The Budapest Memorandum comes up in the middle of this. “In hindsight, critics of the Budapest Memorandum inaccurately describe the Soviet warheads as Ukraine’s ‘nuclear deterrent’ against Russia, when the documents show those weapons were targeted on the U.S. and could not be maintained safely in Ukraine,” the intro says. “One leading Russian expert advised Yeltsin in September 1994 against offering any inducements to the Ukrainians because the warheads were already rotting: Soon, ‘Ukraine itself will be asking us’ to take the warheads ‘and it will have to pay for the transfer.’

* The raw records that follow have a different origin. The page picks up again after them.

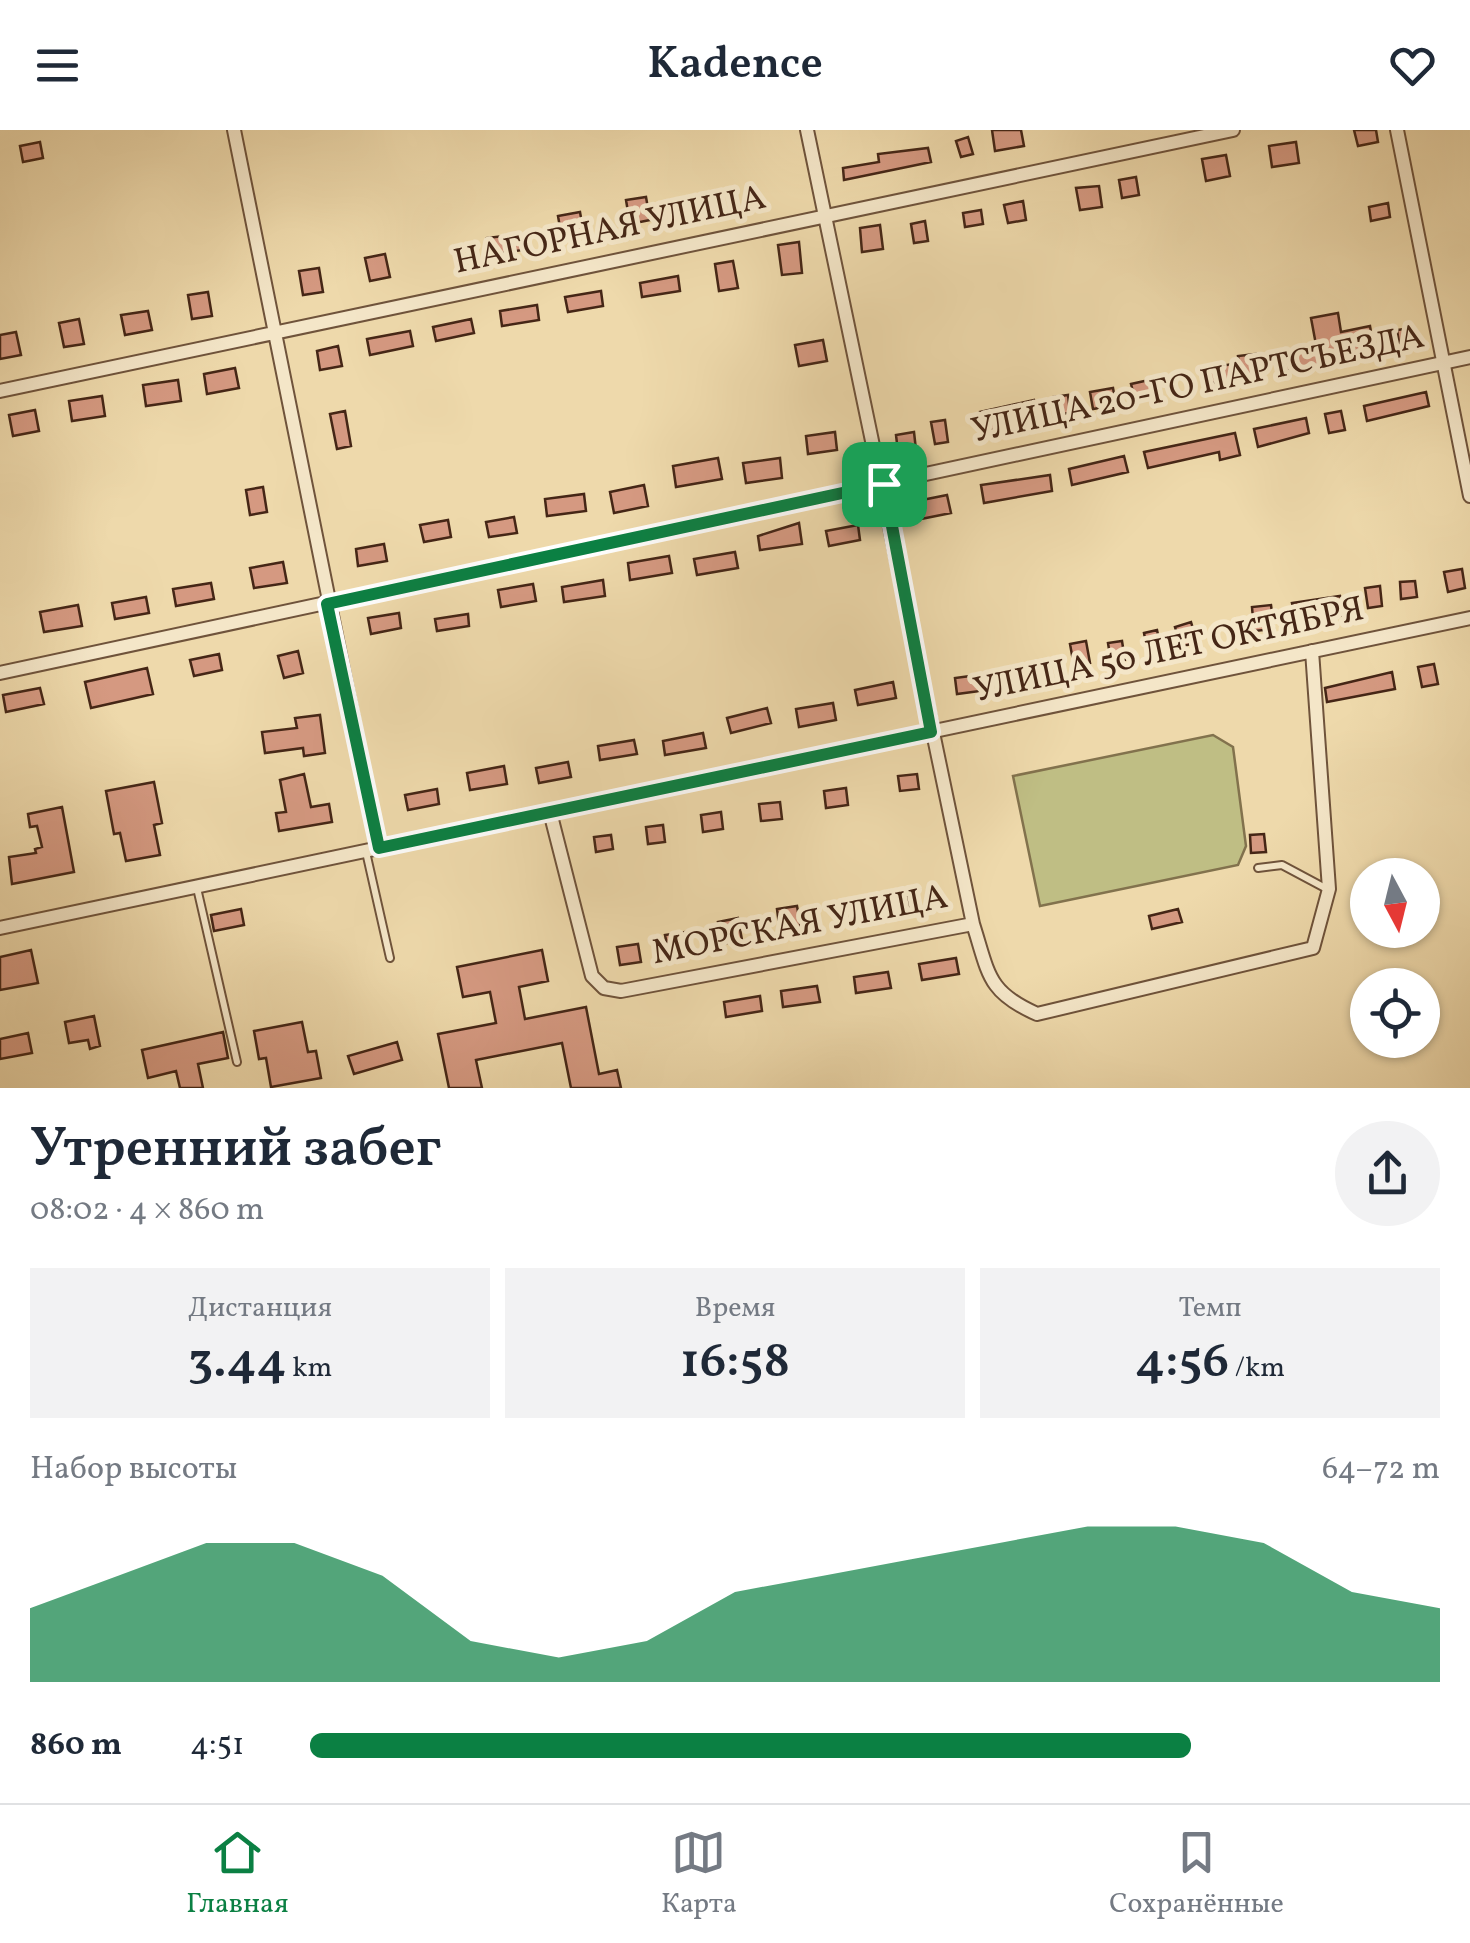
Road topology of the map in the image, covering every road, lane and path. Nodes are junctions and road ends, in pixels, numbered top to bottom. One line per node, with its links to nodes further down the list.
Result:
1 (234, 130): 6 (street)
2 (807, 130): 5 (street)
3 (1233, 130): 5 (street, НАГОРНАЯ УЛИЦА)
4 (1397, 130): 8 (street)
5 (826, 218): 6 (street, НАГОРНАЯ УЛИЦА); 10 (street)
6 (275, 330): 9 (street, НАГОРНАЯ УЛИЦА); 12 (street)
7 (1470, 356): 8 (street, УЛИЦА 20-ГО ПАРТСЪЕЗДА)
8 (1442, 362): 10 (street, УЛИЦА 20-ГО ПАРТСЪЕЗДА); 11 (street)
9 (0, 391)
10 (884, 484): 12 (street, УЛИЦА 20-ГО ПАРТСЪЕЗДА); 16 (street)
11 (1470, 496)
12 (327, 604): 15 (street, УЛИЦА 20-ГО ПАРТСЪЕЗДА); 18 (street)
13 (1470, 618): 14 (street, УЛИЦА 50 ЛЕТ ОКТЯБРЯ)
14 (1312, 651): 16 (street, УЛИЦА 50 ЛЕТ ОКТЯБРЯ); 21 (street, МОРСКАЯ УЛИЦА)
15 (0, 673)
16 (931, 732): 17 (street, УЛИЦА 50 ЛЕТ ОКТЯБРЯ); 22 (street)
17 (550, 812): 18 (street, УЛИЦА 50 ЛЕТ ОКТЯБРЯ); 22 (street, МОРСКАЯ УЛИЦА)
18 (372, 850): 20 (street, УЛИЦА 50 ЛЕТ ОКТЯБРЯ); 24 (lane)
19 (1258, 868): 21 (lane)
20 (196, 887): 23 (street, УЛИЦА 50 ЛЕТ ОКТЯБРЯ); 25 (lane)
21 (1329, 889): 22 (street, МОРСКАЯ УЛИЦА)
22 (973, 924)
23 (0, 928)
24 (390, 958)
25 (237, 1062)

“The Ukrainian Academy of Sciences had already concluded that Ukraine could not afford the billions necessary for a nuclear fuel cycle that would prevent decay of the warhead fissile material, especially in the face of inevitable international sanctions such as those placed on North Korea,” it says further.
Yeltsin erupted at the summit, accusing the U.S. in front of other heads of state of “domineering” and of “trying to split [the] continent again” through NATO expansion. Both Thomas Pickering, who was the U.S. ambassador in Moscow and Nicholas Burns, who was the NSC Senior Director for Russia, tried to tell Clinton and Deputy Secretary of State Strobe Talbott that Moscow had legitimate concerns that ought to be taken into account. Pickering pointed to “strong domestic opposition across the [Russian] political spectrum to early NATO expansion,” criticism of Yeltsin and his foreign minister Andrei Kozyrev as too “compliant to the West,” and the growing conviction in Moscow that U.S. domestic politics—the pro-expansion Republicans’ sweep of the Congressional mid-term elections in November 1994—would tilt U.S. policy away from taking Russia’s concerns into account.
Burns stressed, in a memo to Talbott, that “we need to separate our understandable anger on the tone of the debate with [sic] Russia’s substantive concerns which we must take seriously.”
Russia’s concerns were not taken seriously and the 1994 incidents reported in these newly released documents were an early but crucial step on the way to the brink of nuclear war, where the world stands today.